Deepening the supply picture, Iran has formalized control over the Strait of Hormuz by charging fees for safe transit denominated in Yuan, with the commander of the Revolutionary Guard's navy overseeing strait closure reported killed per Fortune as of 26 March 12:11 UTC. Kpler estimates current Hormuz supply disruptions at 10.7 million barrels per day, potentially rising to 11.5 million bpd by late March, while Barclays warns a prolonged blockage could wipe out 14 million bpd of supply per OilPrice.com as of 26 March 12:30 UTC. Iraq — OPEC's second-largest producer — has seen exports collapse from approximately 3.4 million bpd before the war to just 250,000 bpd, with no alternative export routes available per OilPrice.com as of 26 March 11:30 UTC.
A separate supply disruption emerged overnight in the Black Sea, where a Turkish-operated tanker carrying approximately 1 million barrels of Russian Urals crude was struck by a naval drone near the Bosphorus — the latest in a series of such attacks per France 24 as of 26 March 09:21 UTC. Ukraine's campaign has already degraded approximately 40% of Russia's crude export capacity per The Maritime Executive as of 26 March 03:49 UTC. Northern European countries and the UK are simultaneously vowing tougher enforcement against Russia's shadow fleet per WRAL as of 26 March 12:55 UTC, adding further pressure to Russian export routes.
Yesterday's session laid bare how quickly the war risk premium can be stripped out on diplomatic headlines — and today's sharp reversal demonstrates with equal speed how it is reinstated the moment those headlines prove hollow. Iran has not only rejected negotiations outright; it has formally institutionalized Hormuz toll collection in Yuan, transforming what the market briefly treated as a temporary disruption into a structural one. With the 5-day pause on US strikes against Iran's power infrastructure set to expire within 48 hours, the supply shock that drove prices to multi-year highs was never resolved — it was merely repriced on unverified optimism.

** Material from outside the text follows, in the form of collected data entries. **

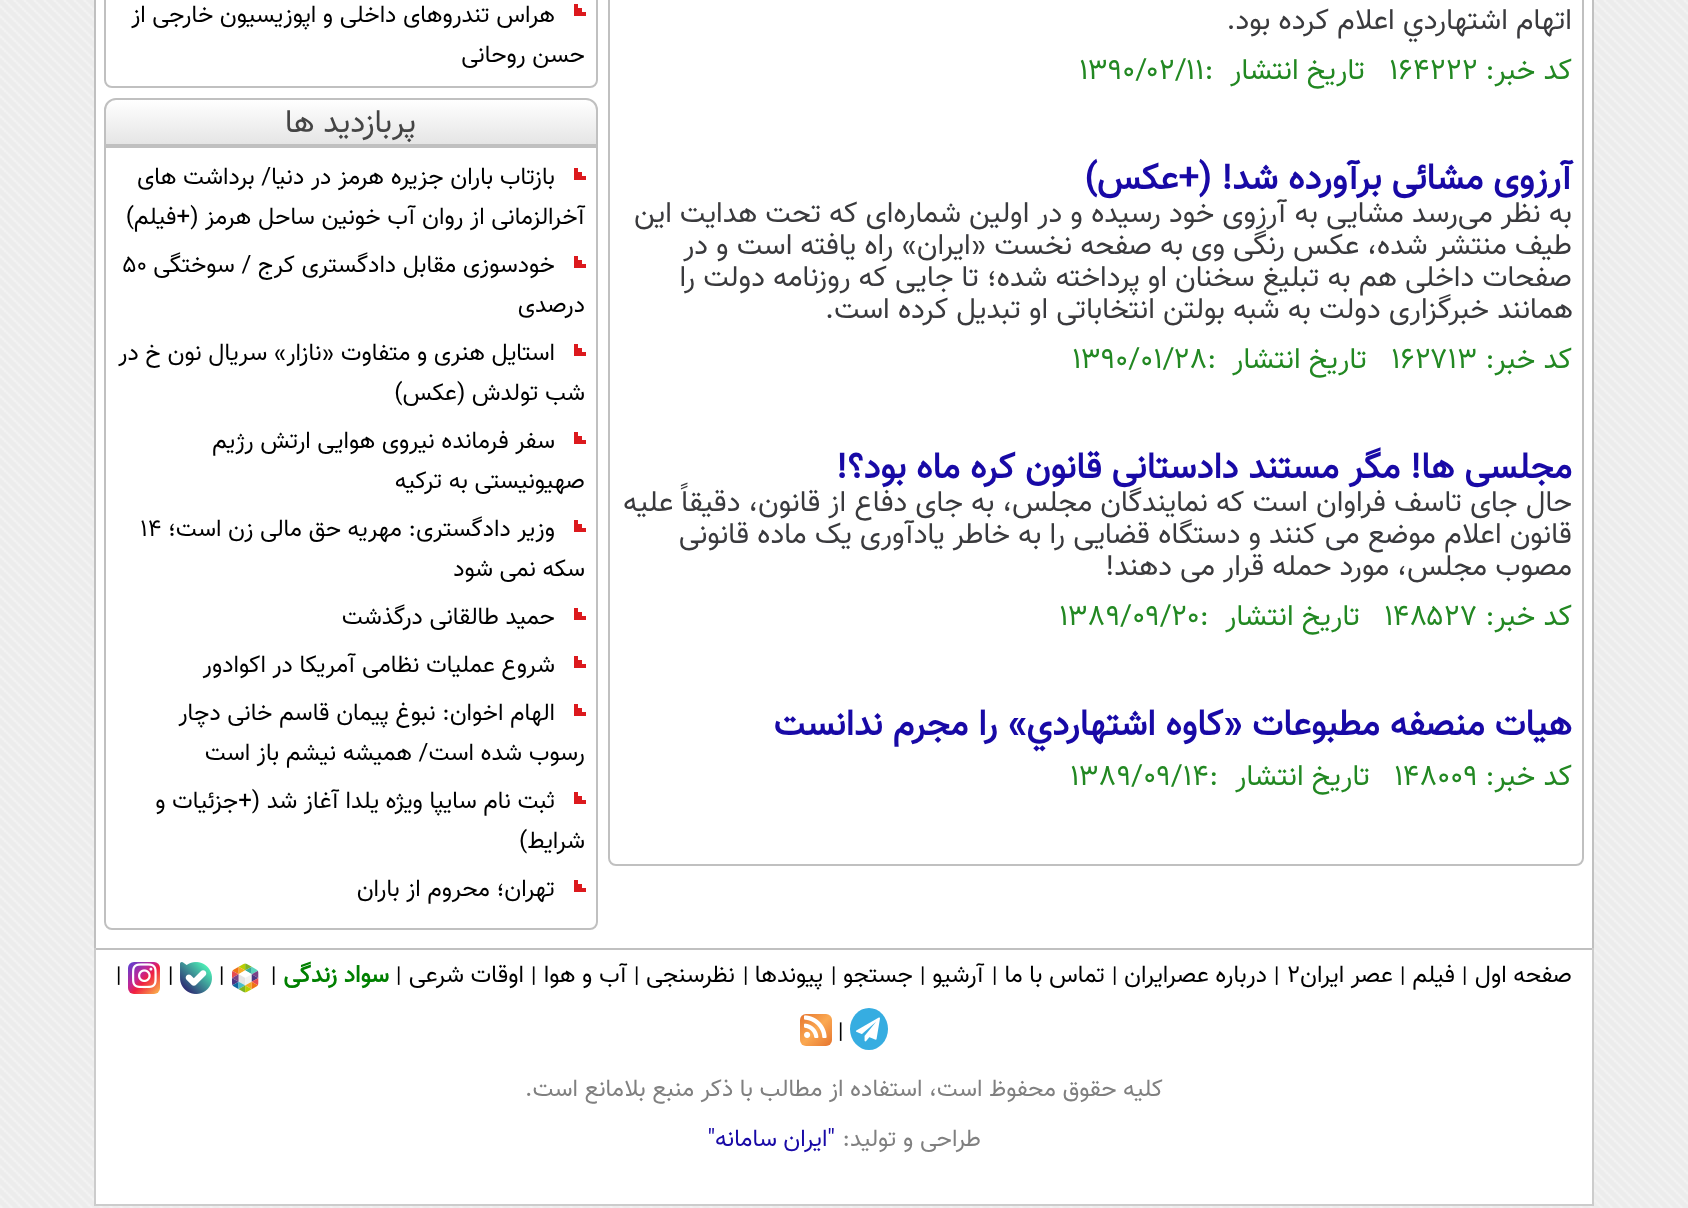 (async () => {
const canvas = document.querySelector("canvas")
canvas.width = 1688
canvas.height = 1208
const c = canvas.getContext("2d")
c.miterLimit = 4
c.fontKerning = "normal"
function T(s,x,y){c.fillText(s,x,y)}
function R(x,y,w,h){c.fillRect(x,y,w,h)}
function Q(x,y,w,h,r){c.beginPath();c.roundRect(x,y,w,h,r);c.fill()}
async function I(src,x,y,w,h){const img=new Image();img.src=src;await img.decode();c.drawImage(img,x,y,w,h)}
let gradient, path
c.fillStyle="#fff"
R(0,0,1688,1208)
await I("1.png",0,0,1688,1208)
R(96,0,1496,948)
c.fillStyle="#c0c0c0"
R(1592,0,2,948)
R(94,0,2,948)
path = new Path2D("M609-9h974v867c0 4-3 7-7 7h-960c-4 0-7-3-7-7z")
c.strokeStyle="#c0c0c0"
c.lineWidth=2
c.stroke(path)
c.direction="rtl"
c.font="29.3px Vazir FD"
c.fillStyle="#3a3a3d"
T("اتهام اشتهاردي اعلام كرده بود.",1572,29)
c.fillStyle="#282"
T("کد خبر:",1572,79)
c.direction="ltr"
T("۱۶۴۲۲۲",1389,79)
c.direction="rtl"
T("تاریخ انتشار",1365,79)
c.direction="ltr"
T("۱۳۹۰/۰۲/۱۱:",1079,79)
c.direction="rtl"
c.font="bold 36px Vazir FD"
c.fillStyle="#1809a6"
T("آرزوی مشائی برآورده شد! (+عکس)",1572,189)
c.font="29.3px Vazir FD"
c.fillStyle="#3a3a3d"
T("به نظر می‌رسد مشایی به آرزوی خود رسیده و در اولین شماره‌ای که تحت هدایت این",1572,222)
T("طیف منتشر شده، عکس رنگی وی به صفحه نخست «ایران» راه یافته است و در",1572,254)
T("صفحات داخلی هم به تبلیغ سخنان او پرداخته شده؛ تا جایی که روزنامه دولت را",1572,286)
T("همانند خبرگزاری دولت به شبه بولتن انتخاباتی او تبدیل کرده است.",1573,318)
c.fillStyle="#282"
T("کد خبر:",1572,368)
c.direction="ltr"
T("۱۶۲۷۱۳",1391,368)
c.direction="rtl"
T("تاریخ انتشار",1367,368)
c.direction="ltr"
T("۱۳۹۰/۰۱/۲۸:",1072,368)
c.direction="rtl"
c.font="bold 36px Vazir FD"
c.fillStyle="#1809a6"
T("مجلسی ها! مگر مستند دادستانی قانون کره ماه بود؟!",1572,478)
c.font="29.3px Vazir FD"
c.fillStyle="#3a3a3d"
T("حال جای تاسف فراوان است که نمایندگان مجلس، به جای دفاع از قانون، دقیقاً علیه",1572,511)
T("قانون اعلام موضع می کنند و دستگاه قضایی را به خاطر یادآوری یک ماده قانونی",1572,543)
T("مصوب مجلس، مورد حمله قرار می دهند!",1572,575)
c.fillStyle="#282"
T("کد خبر:",1572,625)
c.direction="ltr"
T("۱۴۸۵۲۷",1384,625)
c.direction="rtl"
T("تاریخ انتشار",1360,625)
c.direction="ltr"
T("۱۳۸۹/۰۹/۲۰:",1059,625)
c.direction="rtl"
c.font="bold 36px Vazir FD"
c.fillStyle="#1809a6"
T("هيات منصفه‌ مطبوعات «كاوه اشتهاردي» را مجرم ندانست",1572,735)
c.font="29.3px Vazir FD"
c.fillStyle="#282"
T("کد خبر:",1572,785)
c.direction="ltr"
T("۱۴۸۰۰۹",1394,785)
c.direction="rtl"
T("تاریخ انتشار",1370,785)
c.direction="ltr"
T("۱۳۸۹/۰۹/۱۴:",1070,785)
path = new Path2D("M105-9h492v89c0 4-3 7-7 7h-478c-4 0-7-3-7-7z")
c.stroke(path)
c.fillStyle="#dc191d"
R(574,4,12,12)
c.fillStyle="#fff"
R(578,4,8,4)
R(582,8,4,4)
c.direction="rtl"
c.font="24px Vazir FD"
c.fillStyle="#000"
T("هراس تندروهای داخلی و اپوزیسیون خارجی از",555,22)
T("حسن روحانی",585,62)
c.save()
c.beginPath()
c.roundRect(104,98,494,48,[12,12,0,0])
c.clip()
gradient = c.createLinearGradient(351,100,351,144)
gradient.addColorStop(0,"#fff")
gradient.addColorStop(1,"#e5e5e5")
c.fillStyle = gradient
R(104,100,494,44)
c.restore()
c.beginPath()
c.roundRect(105,99,492,46,[11,11,0,0])
c.stroke()
c.font="32px Vazir FD"
c.fillStyle="#444"
T("پربازدید ها",416,132)
c.beginPath()
c.roundRect(105,147,492,782,[0,0,7,7])
c.stroke()
c.fillStyle="#dc191d"
R(574,168,12,12)
c.fillStyle="#fff"
R(578,168,8,4)
R(582,172,4,4)
c.font="24px Vazir FD"
c.fillStyle="#000"
T("بازتاب باران جزیره هرمز در دنیا/ برداشت های",555,184)
T("آخرالزمانی از روان آب خونین ساحل هرمز (+فیلم)",585,224)
c.fillStyle="#dc191d"
R(574,256,12,12)
c.fillStyle="#fff"
R(578,256,8,4)
R(582,260,4,4)
c.fillStyle="#000"
T("خودسوزی مقابل دادگستری کرج / سوختگی",555,272)
c.direction="ltr"
T("50",122,272)
c.direction="rtl"
T("درصدی",585,312)
c.fillStyle="#dc191d"
R(574,344,12,12)
c.fillStyle="#fff"
R(578,344,8,4)
R(582,348,4,4)
c.fillStyle="#000"
T("استایل هنری و متفاوت «نازار» سریال نون خ در",555,360)
T("شب تولدش (عکس)",585,400)
c.fillStyle="#dc191d"
R(574,432,12,12)
c.fillStyle="#fff"
R(578,432,8,4)
R(582,436,4,4)
c.fillStyle="#000"
T("سفر فرمانده نیروی هوایی ارتش رژیم",555,448)
T("صهیونیستی به ترکیه",585,488)
c.fillStyle="#dc191d"
R(574,520,12,12)
c.fillStyle="#fff"
R(578,520,8,4)
R(582,524,4,4)
c.fillStyle="#000"
T("وزیر دادگستری: مهریه حق مالی زن است؛",555,536)
c.direction="ltr"
T("۱۴",140,536)
c.direction="rtl"
T("سکه نمی شود",585,576)
c.fillStyle="#dc191d"
R(574,608,12,12)
c.fillStyle="#fff"
R(578,608,8,4)
R(582,612,4,4)
c.fillStyle="#000"
T("حمید طالقانی درگذشت",555,624)
c.fillStyle="#dc191d"
R(574,656,12,12)
c.fillStyle="#fff"
R(578,656,8,4)
R(582,660,4,4)
c.fillStyle="#000"
T("شروع عملیات نظامی آمریکا در اکوادور",555,672)
c.fillStyle="#dc191d"
R(574,704,12,12)
c.fillStyle="#fff"
R(578,704,8,4)
R(582,708,4,4)
c.fillStyle="#000"
T("الهام اخوان: نبوغ پیمان قاسم خانی دچار",555,720)
T("رسوب شده است/ همیشه نیشم باز است",585,760)
c.fillStyle="#dc191d"
R(574,792,12,12)
c.fillStyle="#fff"
R(578,792,8,4)
R(582,796,4,4)
c.fillStyle="#000"
T("ثبت نام سایپا ویژه یلدا آغاز شد (+جزئیات و",555,808)
T("شرایط)",585,848)
c.fillStyle="#dc191d"
R(574,880,12,12)
c.fillStyle="#fff"
R(578,880,8,4)
R(582,884,4,4)
c.fillStyle="#000"
T("تهران؛ محروم از باران",555,896)
c.fillStyle="#fff"
R(96,950,1496,254)
c.fillStyle="#ccc"
R(1592,948,2,258)
R(94,1204,1500,2)
R(94,948,2,258)
c.fillStyle="#c0c0c0"
R(96,948,1496,2)
c.fillStyle="#000"
T("صفحه اول",1572,982)
c.direction="ltr"
c.font="22px Vazir FD"
T("|",1462,982)
c.direction="rtl"
c.font="24px Vazir FD"
T("فیلم",1455,982)
c.direction="ltr"
c.font="22px Vazir FD"
T("|",1400,982)
c.direction="rtl"
c.font="24px Vazir FD"
T("عصر ایران",1393,982)
c.direction="ltr"
T("۲",1287,982)
c.font="22px Vazir FD"
T("|",1274,982)
c.direction="rtl"
c.font="24px Vazir FD"
T("درباره عصرایران",1267,982)
c.direction="ltr"
c.font="22px Vazir FD"
T("|",1112,982)
c.direction="rtl"
c.font="24px Vazir FD"
T("تماس با ما",1105,982)
c.direction="ltr"
c.font="22px Vazir FD"
T("|",992,982)
c.direction="rtl"
c.font="24px Vazir FD"
T("آرشیو",984,982)
c.direction="ltr"
c.font="22px Vazir FD"
T("|",920,982)
c.direction="rtl"
c.font="24px Vazir FD"
T("جستجو",913,982)
c.direction="ltr"
c.font="22px Vazir FD"
T("|",831,982)
c.direction="rtl"
c.font="24px Vazir FD"
T("پیوندها",823,982)
c.direction="ltr"
c.font="22px Vazir FD"
T("|",743,982)
c.direction="rtl"
c.font="24px Vazir FD"
T("نظرسنجی",735,982)
c.direction="ltr"
c.font="22px Vazir FD"
T("|",634,982)
c.direction="rtl"
c.font="24px Vazir FD"
T("آب و هوا",627,982)
c.direction="ltr"
c.font="22px Vazir FD"
T("|",531,982)
c.direction="rtl"
c.font="24px Vazir FD"
T("اوقات شرعی",524,982)
c.direction="ltr"
c.font="22px Vazir FD"
T("|",396,982)
c.direction="rtl"
c.font="bold 24px Vazir FD"
c.fillStyle="#008000"
T("سواد زندگی",389,982)
c.direction="ltr"
c.font="22px Vazir FD"
c.fillStyle="#000"
T("|",271,982)
await I("2.png",232,963,27,30)
T("|",219,982)
await I("3.png",180,962,32,32)
T("|",168,982)
gradient = c.createLinearGradient(128,962,160,994)
gradient.addColorStop(0,"#5541d6")
gradient.addColorStop(.4,"#c32694")
gradient.addColorStop(.56,"#f01f41")
gradient.addColorStop(1,"#fbc04c")
c.fillStyle = gradient
Q(128,962,32,32,6)
await I("4.png",132,963,25,26)
c.fillStyle="#000"
T("|",116,982)
c.fillStyle="#36ade1"
c.beginPath()
c.ellipse(869,1029,19,21,0,0,7)
c.fill()
await I("5.png",856,1017,24,25)
c.fillStyle="#000"
T("|",838,1038)
gradient = c.createLinearGradient(800,1014,832,1046)
gradient.addColorStop(0,"#e5742e")
gradient.addColorStop(.5,"#fba952")
gradient.addColorStop(1,"#e5742e")
c.fillStyle = gradient
Q(800,1014,32,32,6)
await I("6.png",804,1015,23,23)
c.direction="rtl"
c.font="24px Vazir FD"
c.fillStyle="#808080"
T("كليه حقوق محفوظ است، استفاده از مطالب با ذكر منبع بلامانع است.",1163,1096)
T("طراحی و تولید:",981,1146)
c.fillStyle="#1809a6"
T("\"ایران",835,1146)
T("سامانه\"",777,1146)
})()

The oil market's current state of backwardation — near-term futures commanding a premium over longer-dated contracts — signals traders still view the disruption as transitory, but that assessment grows harder to defend given the formalization of Iranian Hormuz control and Iraq's near-total export collapse.

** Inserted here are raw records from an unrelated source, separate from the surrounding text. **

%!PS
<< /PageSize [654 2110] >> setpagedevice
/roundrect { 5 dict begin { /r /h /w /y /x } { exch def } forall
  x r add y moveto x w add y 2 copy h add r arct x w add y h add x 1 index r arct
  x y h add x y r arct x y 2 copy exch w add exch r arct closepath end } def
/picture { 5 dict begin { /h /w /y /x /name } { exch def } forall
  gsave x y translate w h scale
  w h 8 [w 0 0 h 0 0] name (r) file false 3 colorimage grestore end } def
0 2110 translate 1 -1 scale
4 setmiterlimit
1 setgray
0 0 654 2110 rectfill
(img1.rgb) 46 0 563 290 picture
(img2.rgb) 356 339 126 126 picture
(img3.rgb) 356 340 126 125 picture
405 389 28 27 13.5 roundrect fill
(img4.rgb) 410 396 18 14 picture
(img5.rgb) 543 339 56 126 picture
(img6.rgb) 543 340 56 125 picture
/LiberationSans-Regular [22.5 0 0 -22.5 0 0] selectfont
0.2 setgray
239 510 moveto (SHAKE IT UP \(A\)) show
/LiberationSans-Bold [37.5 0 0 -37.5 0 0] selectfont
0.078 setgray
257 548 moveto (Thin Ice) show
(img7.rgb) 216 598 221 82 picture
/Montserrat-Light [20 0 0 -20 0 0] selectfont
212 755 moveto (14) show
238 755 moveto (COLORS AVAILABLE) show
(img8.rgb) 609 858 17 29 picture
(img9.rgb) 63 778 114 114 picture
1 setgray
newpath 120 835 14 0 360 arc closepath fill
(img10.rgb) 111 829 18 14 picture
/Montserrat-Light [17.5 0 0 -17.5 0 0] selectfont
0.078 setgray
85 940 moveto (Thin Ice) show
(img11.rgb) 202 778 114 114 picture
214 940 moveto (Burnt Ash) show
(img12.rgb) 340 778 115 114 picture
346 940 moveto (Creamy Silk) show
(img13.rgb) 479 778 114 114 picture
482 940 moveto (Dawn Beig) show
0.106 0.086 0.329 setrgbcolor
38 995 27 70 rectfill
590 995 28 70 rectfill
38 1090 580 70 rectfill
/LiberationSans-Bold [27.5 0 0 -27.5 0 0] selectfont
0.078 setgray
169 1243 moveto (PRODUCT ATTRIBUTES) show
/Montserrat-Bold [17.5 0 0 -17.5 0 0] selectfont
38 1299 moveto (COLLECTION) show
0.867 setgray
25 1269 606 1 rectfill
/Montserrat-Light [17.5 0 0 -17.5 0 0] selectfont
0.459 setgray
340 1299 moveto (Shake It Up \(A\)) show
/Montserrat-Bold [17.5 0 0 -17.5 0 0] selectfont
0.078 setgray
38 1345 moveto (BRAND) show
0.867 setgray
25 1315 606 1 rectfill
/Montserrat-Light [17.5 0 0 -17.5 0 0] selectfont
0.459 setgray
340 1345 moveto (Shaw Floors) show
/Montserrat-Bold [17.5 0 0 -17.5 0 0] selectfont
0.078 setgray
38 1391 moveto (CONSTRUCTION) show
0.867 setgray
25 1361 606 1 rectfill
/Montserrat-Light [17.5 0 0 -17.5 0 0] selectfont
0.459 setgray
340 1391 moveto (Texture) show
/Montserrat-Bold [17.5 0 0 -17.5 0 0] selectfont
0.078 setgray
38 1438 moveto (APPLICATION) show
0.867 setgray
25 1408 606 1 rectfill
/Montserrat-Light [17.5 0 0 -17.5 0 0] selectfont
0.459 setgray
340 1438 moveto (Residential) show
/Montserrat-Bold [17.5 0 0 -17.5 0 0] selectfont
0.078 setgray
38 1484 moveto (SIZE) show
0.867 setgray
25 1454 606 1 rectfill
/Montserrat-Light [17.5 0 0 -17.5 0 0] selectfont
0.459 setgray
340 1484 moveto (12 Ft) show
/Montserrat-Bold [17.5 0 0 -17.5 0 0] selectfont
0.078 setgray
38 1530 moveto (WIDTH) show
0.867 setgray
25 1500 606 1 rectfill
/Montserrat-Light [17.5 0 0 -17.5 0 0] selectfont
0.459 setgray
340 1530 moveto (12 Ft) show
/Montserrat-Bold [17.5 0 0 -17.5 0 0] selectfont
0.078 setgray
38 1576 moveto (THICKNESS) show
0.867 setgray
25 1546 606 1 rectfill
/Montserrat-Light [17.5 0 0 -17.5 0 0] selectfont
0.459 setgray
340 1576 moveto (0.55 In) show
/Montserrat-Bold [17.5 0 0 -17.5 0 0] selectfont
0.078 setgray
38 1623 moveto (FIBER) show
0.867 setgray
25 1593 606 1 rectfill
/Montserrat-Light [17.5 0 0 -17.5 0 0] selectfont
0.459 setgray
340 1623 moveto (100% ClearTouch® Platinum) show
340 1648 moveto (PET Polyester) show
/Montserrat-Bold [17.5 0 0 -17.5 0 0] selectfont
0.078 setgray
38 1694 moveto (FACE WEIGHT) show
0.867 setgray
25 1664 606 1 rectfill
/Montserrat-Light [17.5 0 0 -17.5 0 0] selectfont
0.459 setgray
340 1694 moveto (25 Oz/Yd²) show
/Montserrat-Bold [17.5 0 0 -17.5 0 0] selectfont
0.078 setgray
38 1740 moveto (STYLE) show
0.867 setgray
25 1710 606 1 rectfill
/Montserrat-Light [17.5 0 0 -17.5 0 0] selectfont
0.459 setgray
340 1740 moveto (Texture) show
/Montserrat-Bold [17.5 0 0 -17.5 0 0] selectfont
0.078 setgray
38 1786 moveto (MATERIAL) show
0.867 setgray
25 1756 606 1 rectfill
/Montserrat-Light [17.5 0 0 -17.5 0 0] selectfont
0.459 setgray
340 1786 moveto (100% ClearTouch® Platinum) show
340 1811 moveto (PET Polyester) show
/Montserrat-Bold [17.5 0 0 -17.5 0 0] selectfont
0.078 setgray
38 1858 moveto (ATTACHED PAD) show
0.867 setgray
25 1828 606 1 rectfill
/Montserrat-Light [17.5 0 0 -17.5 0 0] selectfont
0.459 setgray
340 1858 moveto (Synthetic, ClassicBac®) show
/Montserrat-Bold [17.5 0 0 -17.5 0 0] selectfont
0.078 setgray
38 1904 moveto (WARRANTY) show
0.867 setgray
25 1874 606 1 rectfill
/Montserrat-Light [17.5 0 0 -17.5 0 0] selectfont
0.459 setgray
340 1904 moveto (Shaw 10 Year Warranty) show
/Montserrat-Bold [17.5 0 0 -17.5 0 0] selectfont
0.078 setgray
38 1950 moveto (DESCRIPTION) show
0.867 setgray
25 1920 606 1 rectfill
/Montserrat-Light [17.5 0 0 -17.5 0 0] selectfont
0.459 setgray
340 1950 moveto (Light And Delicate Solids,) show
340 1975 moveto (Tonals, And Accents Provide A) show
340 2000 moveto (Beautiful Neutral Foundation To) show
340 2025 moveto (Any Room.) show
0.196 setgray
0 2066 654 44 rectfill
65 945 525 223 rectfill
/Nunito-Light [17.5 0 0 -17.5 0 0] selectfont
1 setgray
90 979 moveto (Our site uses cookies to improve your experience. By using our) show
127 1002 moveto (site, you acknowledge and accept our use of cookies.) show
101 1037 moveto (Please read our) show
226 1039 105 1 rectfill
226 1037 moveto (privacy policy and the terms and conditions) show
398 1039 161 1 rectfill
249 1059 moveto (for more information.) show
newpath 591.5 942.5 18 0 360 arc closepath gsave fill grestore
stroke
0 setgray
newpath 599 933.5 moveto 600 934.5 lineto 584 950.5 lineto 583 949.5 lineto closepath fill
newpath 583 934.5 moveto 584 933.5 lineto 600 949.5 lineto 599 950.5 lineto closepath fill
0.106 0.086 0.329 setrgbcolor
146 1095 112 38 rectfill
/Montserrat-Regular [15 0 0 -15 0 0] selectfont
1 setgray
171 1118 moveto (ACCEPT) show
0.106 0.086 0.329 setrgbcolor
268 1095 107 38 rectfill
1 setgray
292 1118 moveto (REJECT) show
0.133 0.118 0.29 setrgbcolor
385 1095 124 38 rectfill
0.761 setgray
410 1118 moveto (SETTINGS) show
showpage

What makes today's repricing particularly significant is the convergence of two simultaneous supply disruption theatres: the Hormuz blockade and the escalating Black Sea campaign against Russian exports. Even if Iran-US negotiations were to resume today, Russian crude export capacity has already been degraded by an estimated 40%. Barclays' base case of Brent averaging $85 for full-year 2026 rests on traffic normalization at the Strait of Hormuz by early April — a timeline that looks increasingly optimistic now that Iran has formalized fee collection and no verified diplomatic framework exists. Goldman Sachs has modeled peak supply losses of approximately 17 million bpd from the Iran war scenario and has raised its 2026 average price forecasts for both benchmarks, underscoring how far sell-side assumptions have shifted since the conflict began.